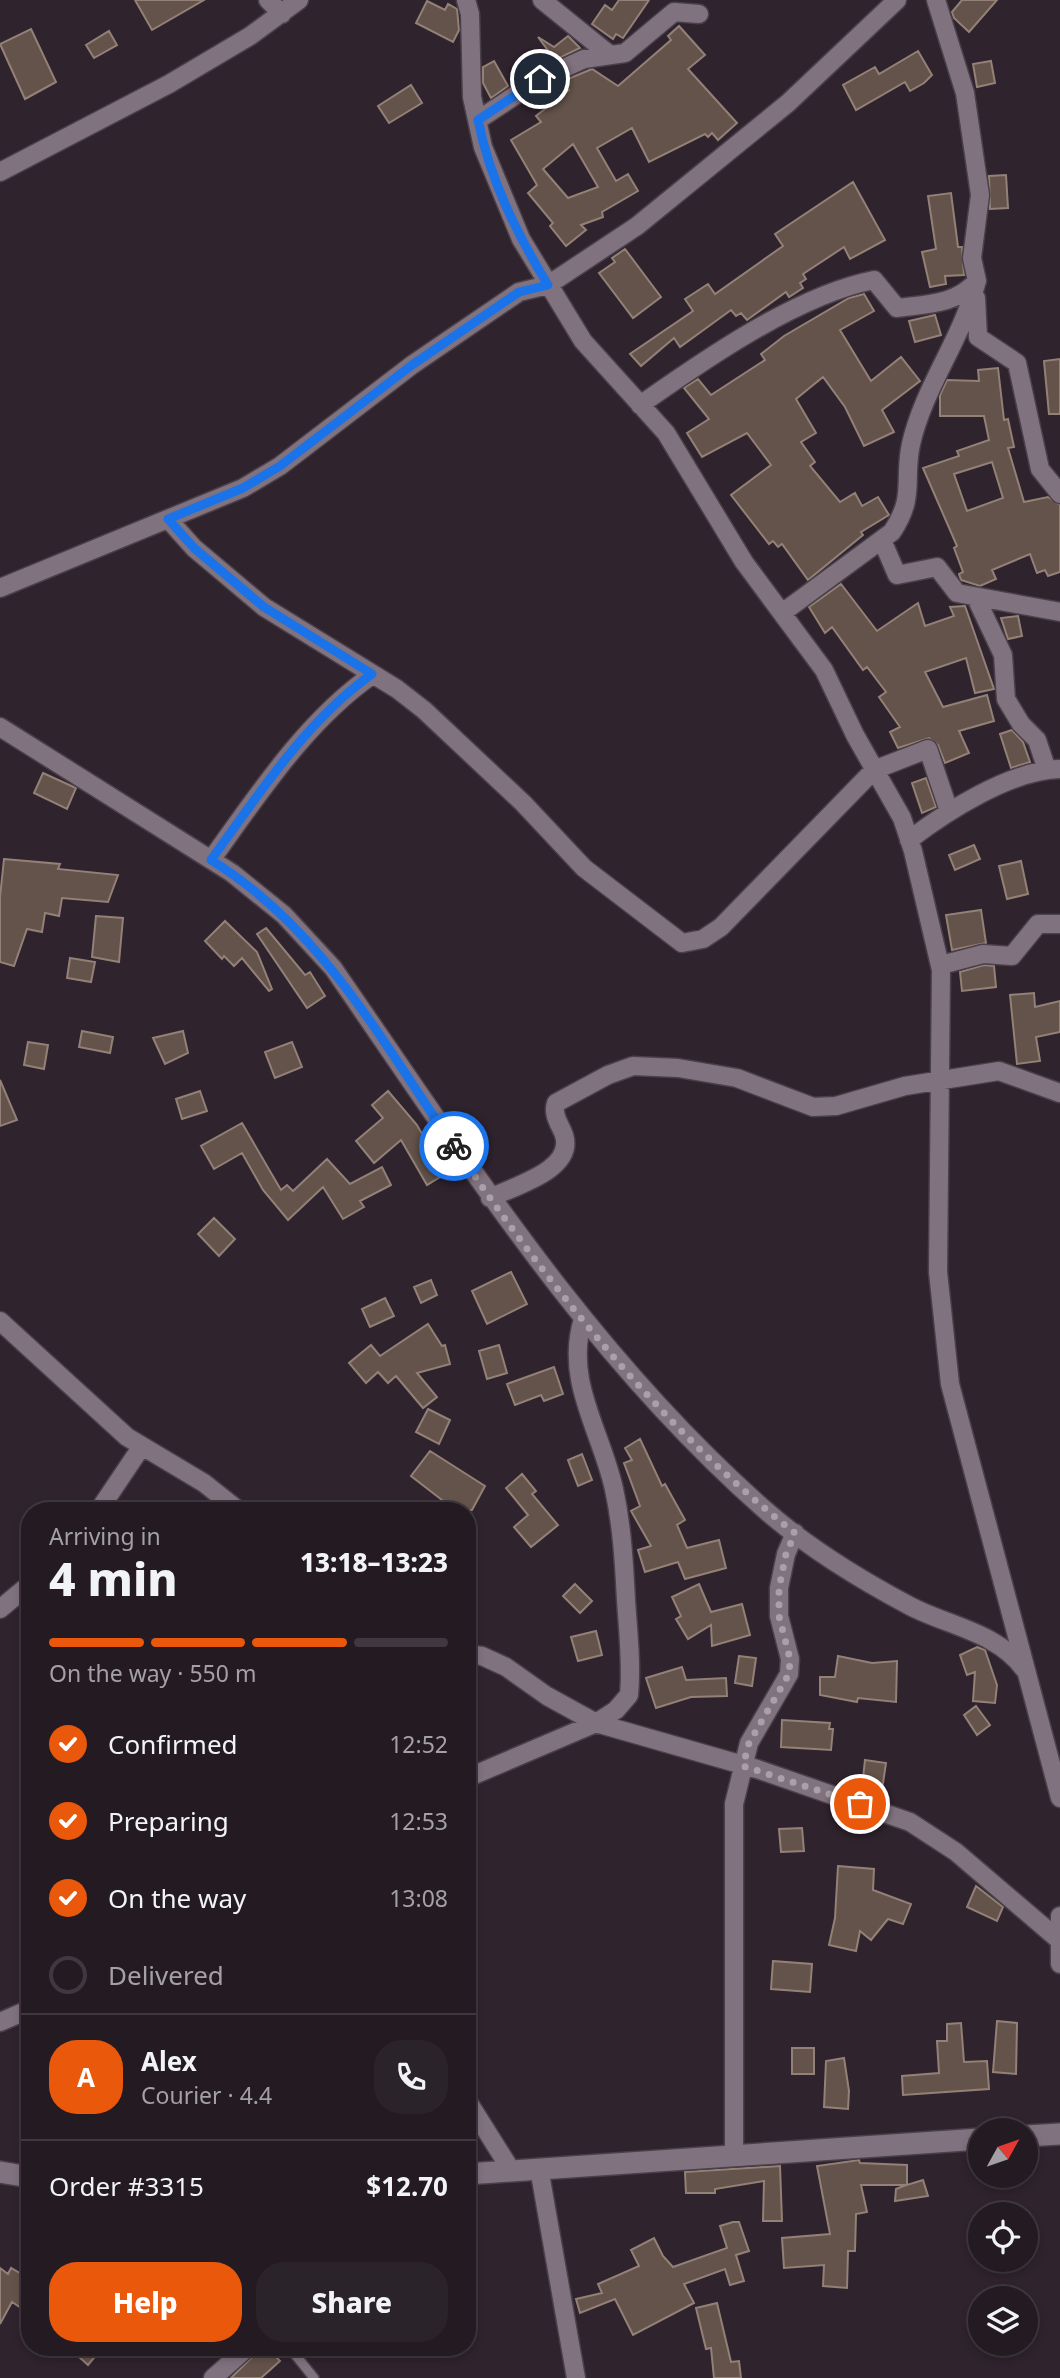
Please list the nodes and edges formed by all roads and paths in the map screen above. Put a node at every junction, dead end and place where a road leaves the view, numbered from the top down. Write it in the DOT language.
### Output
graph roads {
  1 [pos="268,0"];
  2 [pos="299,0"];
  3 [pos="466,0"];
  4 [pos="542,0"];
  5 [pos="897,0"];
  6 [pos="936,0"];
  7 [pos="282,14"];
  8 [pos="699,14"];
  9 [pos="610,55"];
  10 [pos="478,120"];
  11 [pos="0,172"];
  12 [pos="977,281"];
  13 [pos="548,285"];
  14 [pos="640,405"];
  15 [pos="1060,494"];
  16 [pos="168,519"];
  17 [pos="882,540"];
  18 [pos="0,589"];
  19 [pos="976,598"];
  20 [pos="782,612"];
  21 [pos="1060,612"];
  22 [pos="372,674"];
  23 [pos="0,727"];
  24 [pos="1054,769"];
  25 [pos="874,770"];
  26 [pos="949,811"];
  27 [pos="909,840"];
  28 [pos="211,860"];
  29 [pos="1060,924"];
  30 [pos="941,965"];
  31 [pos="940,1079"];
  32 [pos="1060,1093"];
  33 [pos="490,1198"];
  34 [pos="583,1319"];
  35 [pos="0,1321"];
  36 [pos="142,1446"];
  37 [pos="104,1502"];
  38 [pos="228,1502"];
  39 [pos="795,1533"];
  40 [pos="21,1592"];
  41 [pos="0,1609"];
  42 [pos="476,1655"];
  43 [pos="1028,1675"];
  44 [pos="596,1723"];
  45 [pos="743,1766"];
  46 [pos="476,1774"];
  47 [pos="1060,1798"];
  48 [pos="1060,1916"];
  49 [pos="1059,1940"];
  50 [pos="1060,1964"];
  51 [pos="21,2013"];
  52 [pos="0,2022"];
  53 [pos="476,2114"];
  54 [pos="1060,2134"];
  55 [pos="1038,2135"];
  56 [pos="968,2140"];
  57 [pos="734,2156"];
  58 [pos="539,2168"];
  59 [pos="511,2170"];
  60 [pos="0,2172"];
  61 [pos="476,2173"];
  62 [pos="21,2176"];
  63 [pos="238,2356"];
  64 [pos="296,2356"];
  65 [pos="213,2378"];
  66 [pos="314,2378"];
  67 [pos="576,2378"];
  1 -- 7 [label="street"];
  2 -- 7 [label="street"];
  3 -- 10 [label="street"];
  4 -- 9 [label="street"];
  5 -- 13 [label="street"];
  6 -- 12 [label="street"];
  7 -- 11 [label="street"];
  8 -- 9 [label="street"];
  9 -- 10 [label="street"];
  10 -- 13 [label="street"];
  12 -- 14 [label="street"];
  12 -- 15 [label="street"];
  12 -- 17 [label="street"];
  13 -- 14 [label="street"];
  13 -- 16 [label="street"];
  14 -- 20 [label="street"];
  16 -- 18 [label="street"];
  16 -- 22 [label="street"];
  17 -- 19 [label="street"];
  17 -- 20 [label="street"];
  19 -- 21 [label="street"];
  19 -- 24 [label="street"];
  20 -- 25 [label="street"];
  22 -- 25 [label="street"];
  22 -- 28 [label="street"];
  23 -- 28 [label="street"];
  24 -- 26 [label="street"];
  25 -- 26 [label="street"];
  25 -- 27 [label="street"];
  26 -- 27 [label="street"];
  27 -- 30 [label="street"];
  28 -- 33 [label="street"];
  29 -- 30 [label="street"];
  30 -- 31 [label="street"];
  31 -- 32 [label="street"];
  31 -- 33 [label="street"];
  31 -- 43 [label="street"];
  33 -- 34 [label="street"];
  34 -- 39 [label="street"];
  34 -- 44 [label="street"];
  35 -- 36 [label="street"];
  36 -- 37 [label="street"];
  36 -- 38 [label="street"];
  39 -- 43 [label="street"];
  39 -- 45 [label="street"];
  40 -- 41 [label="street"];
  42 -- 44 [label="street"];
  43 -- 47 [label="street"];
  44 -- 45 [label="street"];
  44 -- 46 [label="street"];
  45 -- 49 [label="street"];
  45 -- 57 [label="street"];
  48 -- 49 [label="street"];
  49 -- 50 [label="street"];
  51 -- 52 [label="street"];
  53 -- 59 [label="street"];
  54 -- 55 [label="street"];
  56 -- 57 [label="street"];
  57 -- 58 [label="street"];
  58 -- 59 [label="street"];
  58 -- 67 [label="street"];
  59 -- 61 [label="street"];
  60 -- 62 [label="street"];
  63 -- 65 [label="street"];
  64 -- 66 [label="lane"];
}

• • • • •

> Exercise requirements: Identify the lines in the entries that hold "roads" and return each one.

> Written reply:
Please list the nodes and edges formed by all roads and paths in the map screen above. Put a node at every junction, dead end and place where a road leaves the view, numbered from the top down. Write it in the DOT language.
graph roads {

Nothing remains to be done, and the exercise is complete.